What is needed
Repeat the entries exactly, and do not carry the pictures over.

[Collection entries]
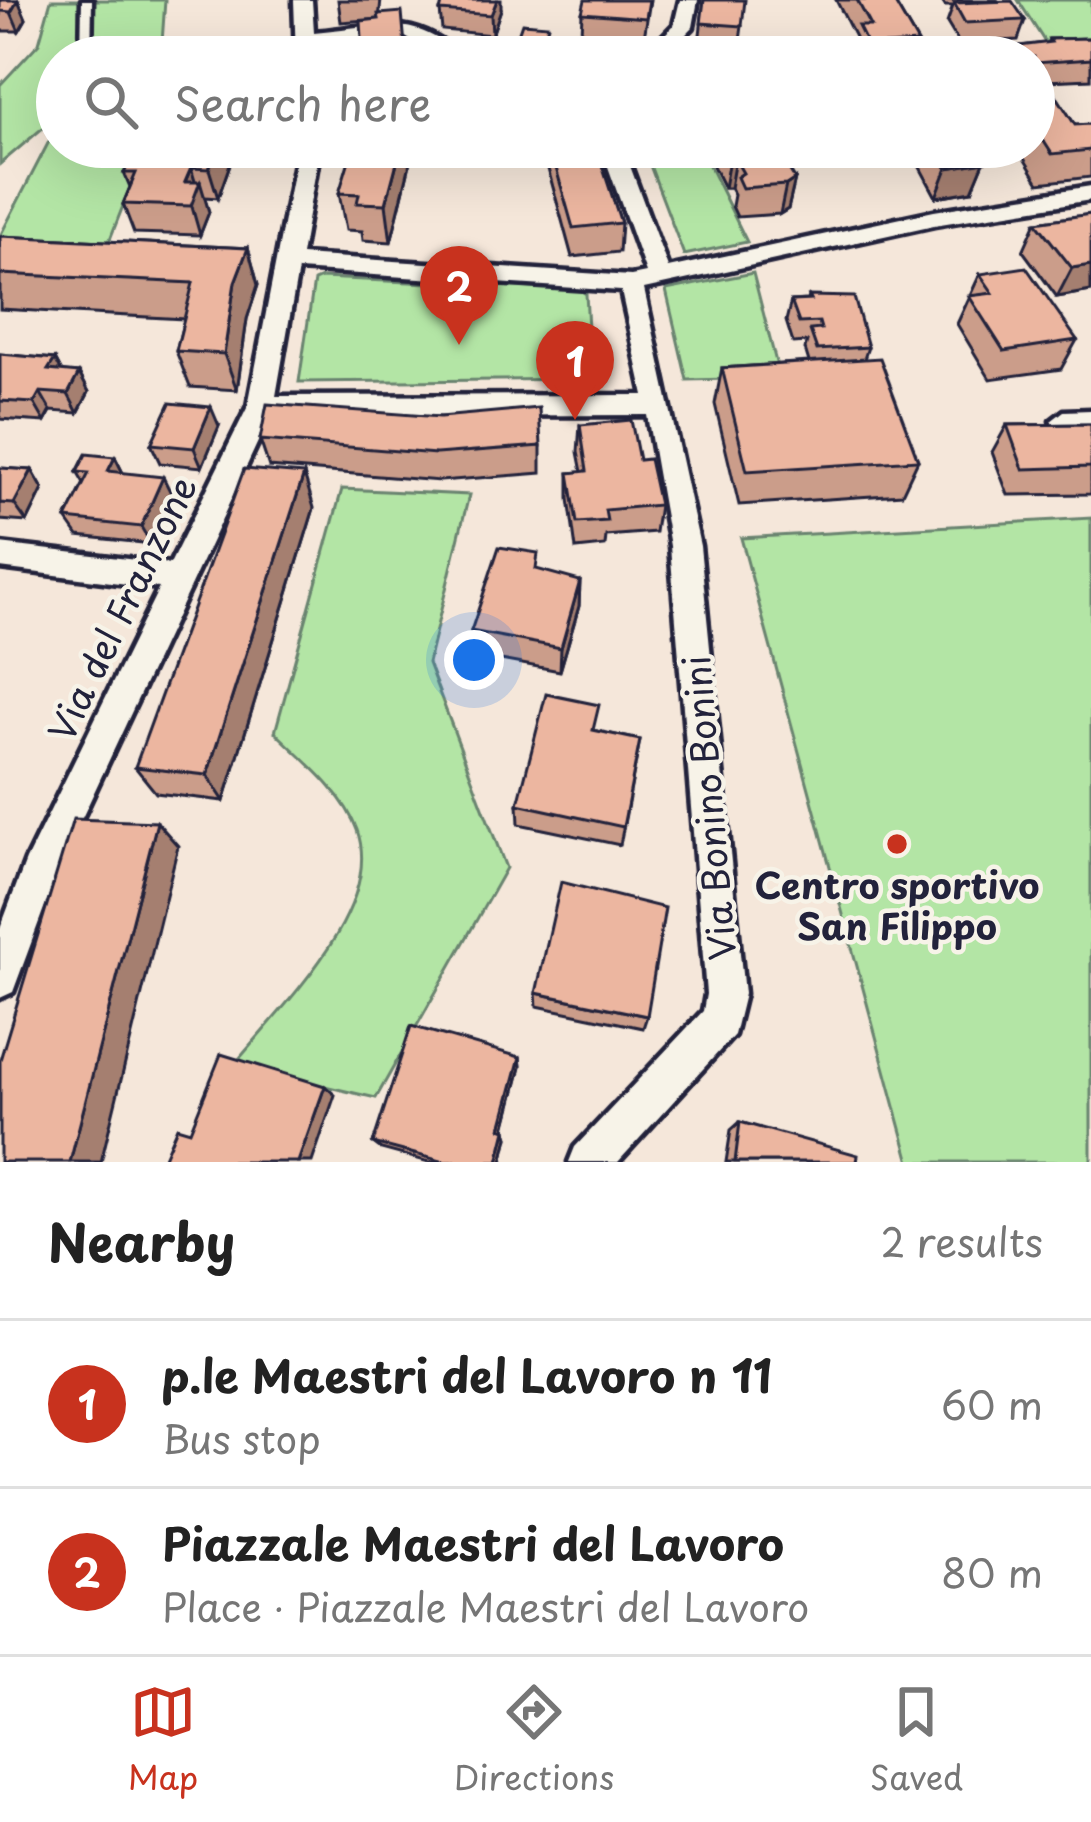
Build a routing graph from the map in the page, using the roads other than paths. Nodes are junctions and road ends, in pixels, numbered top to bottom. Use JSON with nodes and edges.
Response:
{"nodes":[{"id":1,"x":87,"y":0,"type":"edge"},
{"id":2,"x":303,"y":0,"type":"edge"},
{"id":3,"x":688,"y":0,"type":"edge"},
{"id":4,"x":86,"y":36,"type":"edge"},
{"id":5,"x":304,"y":36,"type":"edge"},
{"id":6,"x":371,"y":36,"type":"edge"},
{"id":7,"x":423,"y":36,"type":"edge"},
{"id":8,"x":674,"y":36,"type":"edge"},
{"id":9,"x":306,"y":168,"type":"edge"},
{"id":10,"x":620,"y":168,"type":"edge"},
{"id":11,"x":1091,"y":193,"type":"edge"},
{"id":12,"x":291,"y":262,"type":"junction"},
{"id":13,"x":661,"y":281,"type":"junction"},
{"id":14,"x":632,"y":284,"type":"junction"},
{"id":15,"x":659,"y":405,"type":"junction"},
{"id":16,"x":261,"y":406,"type":"junction"},
{"id":17,"x":0,"y":556,"type":"edge"},
{"id":18,"x":180,"y":578,"type":"junction"},
{"id":19,"x":0,"y":979,"type":"edge"},
{"id":20,"x":590,"y":1162,"type":"edge"}],
"edges":[{"from":1,"to":4,"type":"lane"},
{"from":2,"to":5,"type":"street"},
{"from":3,"to":8,"type":"street"},
{"from":6,"to":7,"type":"street"},
{"from":9,"to":12,"type":"street"},
{"from":10,"to":13,"type":"street"},
{"from":11,"to":13,"type":"street"},
{"from":12,"to":14,"type":"street"},
{"from":12,"to":16,"type":"street","name":"Via del Franzone"},
{"from":13,"to":14,"type":"street"},
{"from":14,"to":15,"type":"street","name":"Via Bonino Bonini"},
{"from":15,"to":16,"type":"street"},
{"from":15,"to":20,"type":"street","name":"Via Bonino Bonini"},
{"from":16,"to":18,"type":"street","name":"Via del Franzone"},
{"from":17,"to":18,"type":"street"},
{"from":18,"to":19,"type":"street","name":"Via del Franzone"}]}
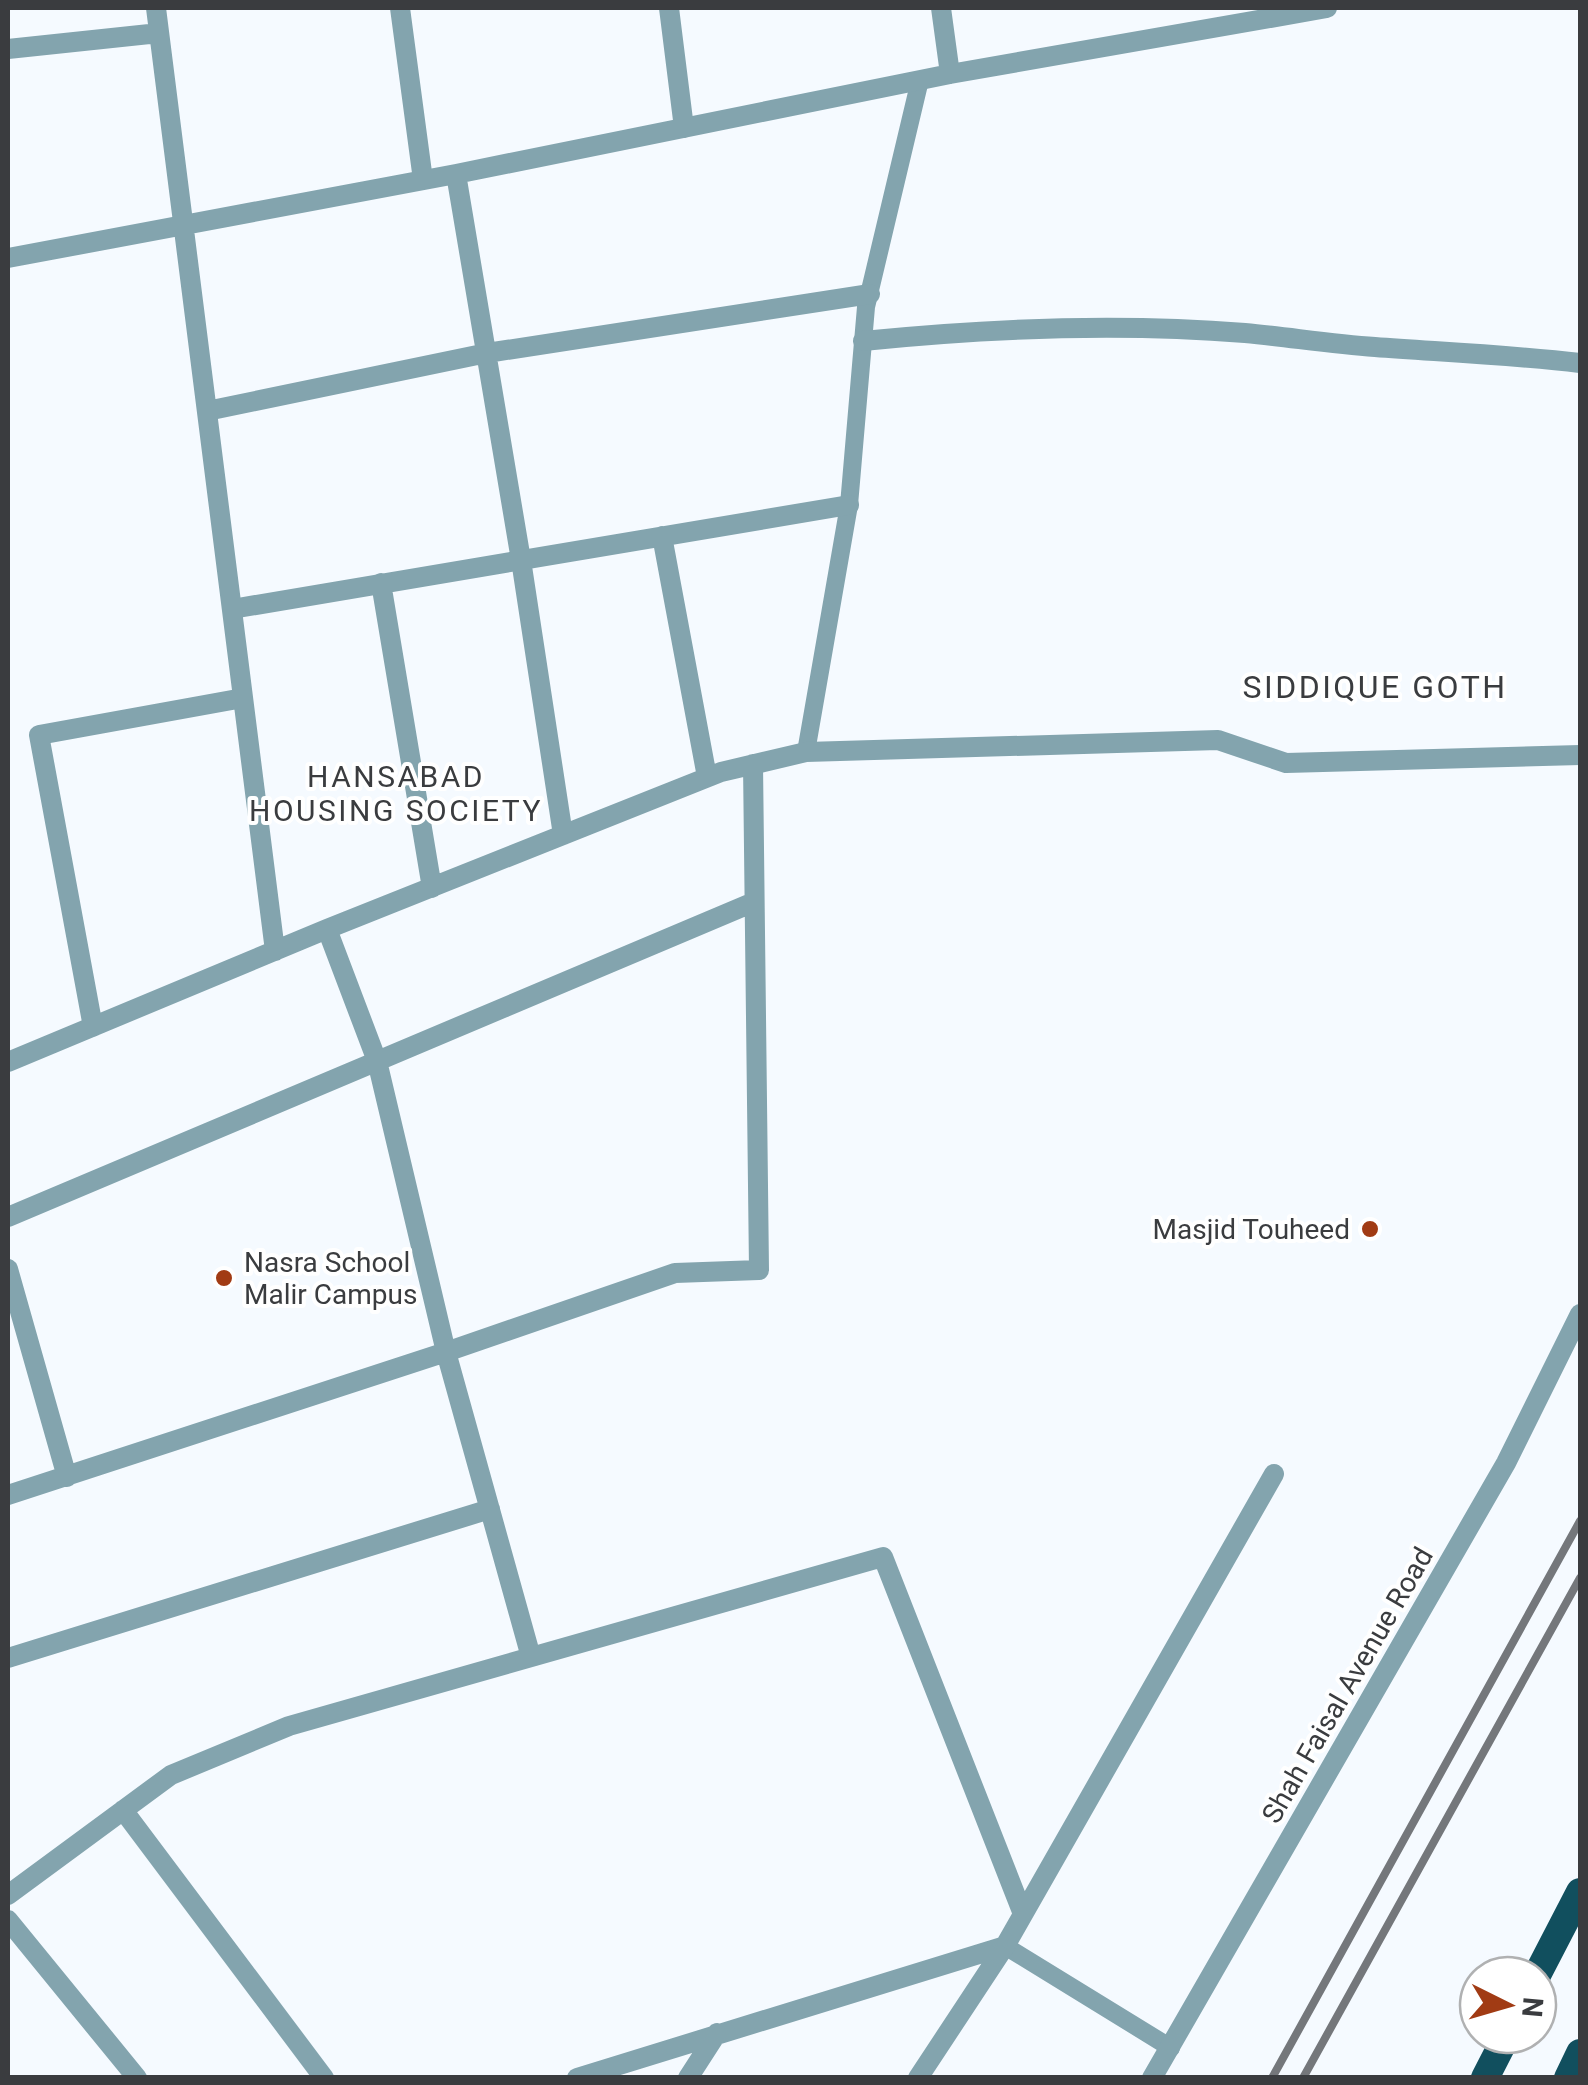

Answer to the problem
Build a routing graph from the map in the page, using the roads other than paths. Nodes are junctions and road ends, in pixels, numbered top to bottom. Use JSON with nodes and edges.
Response:
{"nodes":[{"id":1,"x":87,"y":0,"type":"edge"},
{"id":2,"x":303,"y":0,"type":"edge"},
{"id":3,"x":688,"y":0,"type":"edge"},
{"id":4,"x":86,"y":36,"type":"edge"},
{"id":5,"x":304,"y":36,"type":"edge"},
{"id":6,"x":371,"y":36,"type":"edge"},
{"id":7,"x":423,"y":36,"type":"edge"},
{"id":8,"x":674,"y":36,"type":"edge"},
{"id":9,"x":306,"y":168,"type":"edge"},
{"id":10,"x":620,"y":168,"type":"edge"},
{"id":11,"x":1091,"y":193,"type":"edge"},
{"id":12,"x":291,"y":262,"type":"junction"},
{"id":13,"x":661,"y":281,"type":"junction"},
{"id":14,"x":632,"y":284,"type":"junction"},
{"id":15,"x":659,"y":405,"type":"junction"},
{"id":16,"x":261,"y":406,"type":"junction"},
{"id":17,"x":0,"y":556,"type":"edge"},
{"id":18,"x":180,"y":578,"type":"junction"},
{"id":19,"x":0,"y":979,"type":"edge"},
{"id":20,"x":590,"y":1162,"type":"edge"}],
"edges":[{"from":1,"to":4,"type":"lane"},
{"from":2,"to":5,"type":"street"},
{"from":3,"to":8,"type":"street"},
{"from":6,"to":7,"type":"street"},
{"from":9,"to":12,"type":"street"},
{"from":10,"to":13,"type":"street"},
{"from":11,"to":13,"type":"street"},
{"from":12,"to":14,"type":"street"},
{"from":12,"to":16,"type":"street","name":"Via del Franzone"},
{"from":13,"to":14,"type":"street"},
{"from":14,"to":15,"type":"street","name":"Via Bonino Bonini"},
{"from":15,"to":16,"type":"street"},
{"from":15,"to":20,"type":"street","name":"Via Bonino Bonini"},
{"from":16,"to":18,"type":"street","name":"Via del Franzone"},
{"from":17,"to":18,"type":"street"},
{"from":18,"to":19,"type":"street","name":"Via del Franzone"}]}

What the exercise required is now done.